La sencillez y generosidad de Juanito, el último Malagón, eran impresionantes. Autor: Pedro Paredes Publicado: 07/08/2021 | 11:25 pm
VIÑALES, Pinar del Río.— Desde ahora a la comunidad de El Moncada le faltará su risa, su ingenio, su picardía. Le faltará su generosidad, su sencillez, su estatura de gigante. Y en ese ir y no hacerlo, ese marcharse para siempre y quedarse en el cariño de los demás que significa la muerte, encontramos a Juanito: Juan Quintín Paz Camacho, el último de Los Malagones, el más joven, el que se incorporó a la tropa siendo casi un niño y ahora dice adiós.
Las complicaciones renales y cardiovasculares asociadas a la COVID-19 le jugaron una mala pasada.
Quien lo haya conocido no olvidará sus ocurrencias. Juanito juraba haber comprobado en vida que su bóveda —construida en el Memorial junto a la de los otros compañeros de lucha—, tenía espacio suficiente para que sus pies no quedaran fuera y jocoso decía: «Yo me voy a ir cerquita, pero me tienen que llevar», porque de su casa hasta allí apenas hay unos metros.
Se reía así de la muerte. Y lo hacía porque se sabía con el deber cumplido: participó en la lucha contra bandidos, integró la primera milicia campesina de Cuba, fundó una familia, levantó un hogar, trabajó para las Fuerzas Armadas Revolucionarias con la misma dedicación que manejó después una guagua que él consideraría la ambulancia del poblado, y hasta cuidó un huerto.

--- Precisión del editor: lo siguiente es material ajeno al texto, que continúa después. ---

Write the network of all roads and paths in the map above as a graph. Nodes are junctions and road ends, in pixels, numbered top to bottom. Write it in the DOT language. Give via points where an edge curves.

Juanito andaba siempre esbelto, afeitado y con ropas planchadas tan rectas que a una le parecía que tenían almidón. En su casa te recibían con los brazos abiertos y te ofrecían dulce, café, y hasta una mandarina acidísima, solo por el placer de hacer alguna maldad.

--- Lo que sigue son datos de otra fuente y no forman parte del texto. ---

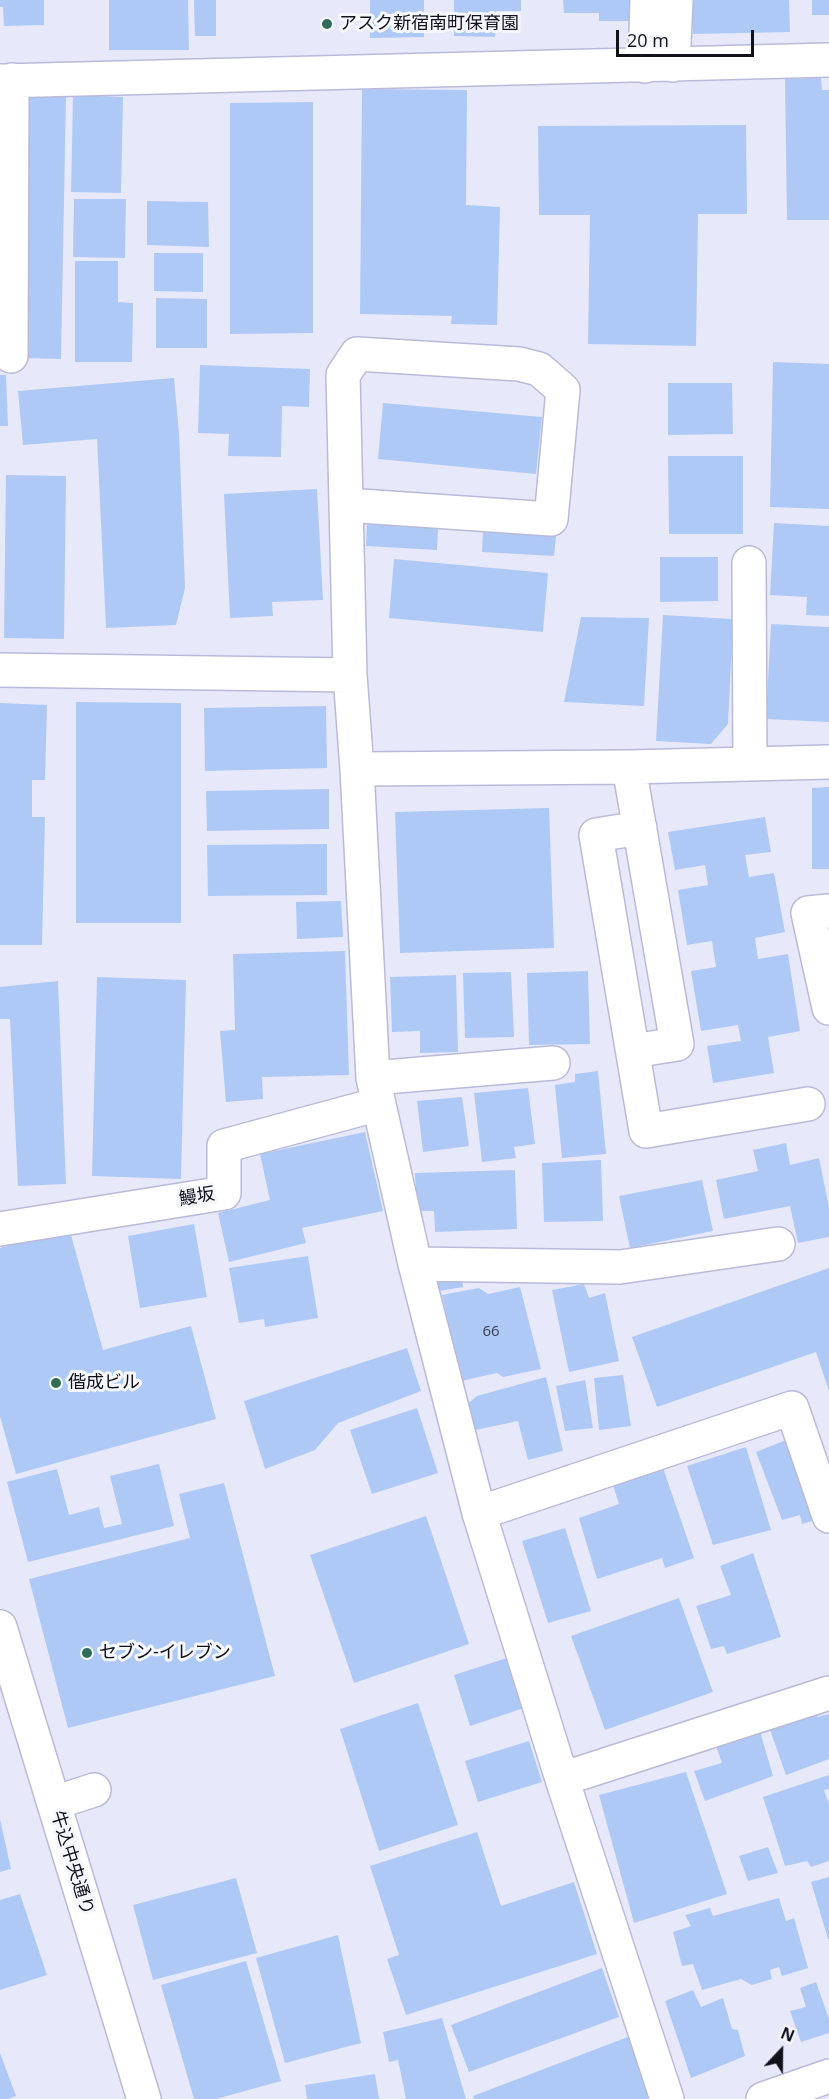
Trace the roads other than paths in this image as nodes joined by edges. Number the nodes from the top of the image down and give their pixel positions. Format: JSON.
{"nodes":[{"id":1,"x":647,"y":0,"type":"edge"},
{"id":2,"x":676,"y":0,"type":"edge"},
{"id":3,"x":829,"y":60,"type":"edge"},
{"id":4,"x":659,"y":65,"type":"junction"},
{"id":5,"x":6,"y":80,"type":"edge"},
{"id":6,"x":11,"y":357,"type":"dead end"},
{"id":7,"x":346,"y":505,"type":"junction"},
{"id":8,"x":749,"y":563,"type":"dead end"},
{"id":9,"x":0,"y":670,"type":"edge"},
{"id":10,"x":351,"y":675,"type":"junction"},
{"id":11,"x":829,"y":762,"type":"edge"},
{"id":12,"x":750,"y":764,"type":"junction"},
{"id":13,"x":629,"y":766,"type":"junction"},
{"id":14,"x":357,"y":769,"type":"junction"},
{"id":15,"x":640,"y":828,"type":"junction"},
{"id":16,"x":829,"y":911,"type":"edge"},
{"id":17,"x":829,"y":1008,"type":"edge"},
{"id":18,"x":633,"y":1051,"type":"junction"},
{"id":19,"x":554,"y":1063,"type":"dead end"},
{"id":20,"x":376,"y":1091,"type":"junction"},
{"id":21,"x":808,"y":1104,"type":"dead end"},
{"id":22,"x":0,"y":1229,"type":"edge"},
{"id":23,"x":778,"y":1244,"type":"dead end"},
{"id":24,"x":416,"y":1264,"type":"junction"},
{"id":25,"x":479,"y":1513,"type":"junction"},
{"id":26,"x":829,"y":1515,"type":"edge"},
{"id":27,"x":0,"y":1627,"type":"edge"},
{"id":28,"x":829,"y":1693,"type":"edge"},
{"id":29,"x":562,"y":1779,"type":"junction"},
{"id":30,"x":94,"y":1790,"type":"dead end"},
{"id":31,"x":54,"y":1803,"type":"junction"},
{"id":32,"x":829,"y":2076,"type":"edge"},
{"id":33,"x":144,"y":2099,"type":"edge"},
{"id":34,"x":667,"y":2099,"type":"edge"},
{"id":35,"x":763,"y":2099,"type":"edge"}],
"edges":[{"from":1,"to":4,"type":"street"},
{"from":2,"to":4,"type":"street"},
{"from":3,"to":4,"type":"street"},
{"from":4,"to":5,"type":"street"},
{"from":5,"to":6,"type":"street"},
{"from":7,"to":7,"type":"street"},
{"from":7,"to":10,"type":"street"},
{"from":8,"to":12,"type":"street"},
{"from":9,"to":10,"type":"street"},
{"from":10,"to":14,"type":"street"},
{"from":11,"to":12,"type":"street"},
{"from":12,"to":13,"type":"street"},
{"from":13,"to":14,"type":"street"},
{"from":13,"to":15,"type":"street"},
{"from":14,"to":20,"type":"street"},
{"from":15,"to":18,"type":"street"},
{"from":15,"to":18,"type":"street"},
{"from":16,"to":17,"type":"street"},
{"from":18,"to":21,"type":"street"},
{"from":19,"to":20,"type":"street"},
{"from":20,"to":22,"type":"street","name":"鰻坂"},
{"from":20,"to":24,"type":"street"},
{"from":23,"to":24,"type":"street"},
{"from":24,"to":25,"type":"street"},
{"from":25,"to":26,"type":"street"},
{"from":25,"to":29,"type":"street"},
{"from":27,"to":31,"type":"street","name":"牛込中央通り"},
{"from":28,"to":29,"type":"street"},
{"from":29,"to":34,"type":"street"},
{"from":30,"to":31,"type":"street"},
{"from":31,"to":33,"type":"street","name":"牛込中央通り"},
{"from":32,"to":35,"type":"street"}]}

Siempre fue así. Con 21 años se unió a Leandro Rodríguez Malagón para capturar al cabo Luis Lara Crespo, que tenía considerables crímenes a lo largo de la cordillera. Unos 90 días les dio Fidel para cumplir la misión y en apenas 18 lograron concluirla.
Para entender la magnitud de su humanismo, basta con releer un fragmento de una entrevista concedida a esta reportera hace unos años. Al relatar cómo fue la captura del cabo Lara, expresó: «Me arrastré por más de 150 metros, la ropa no se sabía de qué color era, y allí empezó la balacera. Cuando aquello llevaba un buen rato se oyó: “¡Emplacen la ametralladora!”, y desde el flanco respondimos, ¡ya emplazamos el mortero, le vamos a tirar con el mortero! Al momento Lara salió con una niña de brazo, escondido detrás de ella. Creyeron lo del mortero y la ametralladora, ocurrencia de nosotros.
«Cuando salió, Lara nos pidió tres cosas: primero, que no le diéramos golpes; segundo, que no dejáramos llegarle a ninguno de los familiares de sus víctimas, y tercero, que lo llevaran a ver a su madre. Fidel nos había dicho que a los enemigos había que tratarlos bien, ni un golpe, y lo llevé a ver a su vieja, que vivía como a un kilómetro de aquí.
«A mí se me partía el alma con la señora, yo la conocía desde niño, y a Lara también, hasta pelota jugamos alguna vez. Me dijo que no se lo maltratara, y le respondí que no le iba a hacer nada, pero sus deudas, tenía que pagarlas. A 23 ascendían los crímenes de Luis».
Juanito, que en ese entonces vivía de manera holgada, conoció las miserias con las que lidiaba el campesinado. Sus padres le inculcaron esos sentimientos desde pequeño. Por eso, puso su fina puntería, reconocida por todos los habitantes de la zona de Santo Tomás, al servicio de Leandro Rodríguez Malagón. «Si ustedes triunfan habrá milicias en Cuba», les había dicho Fidel. Y triunfaron, y hubo milicias, y Juanito vivió orgulloso hasta el fin de sus días.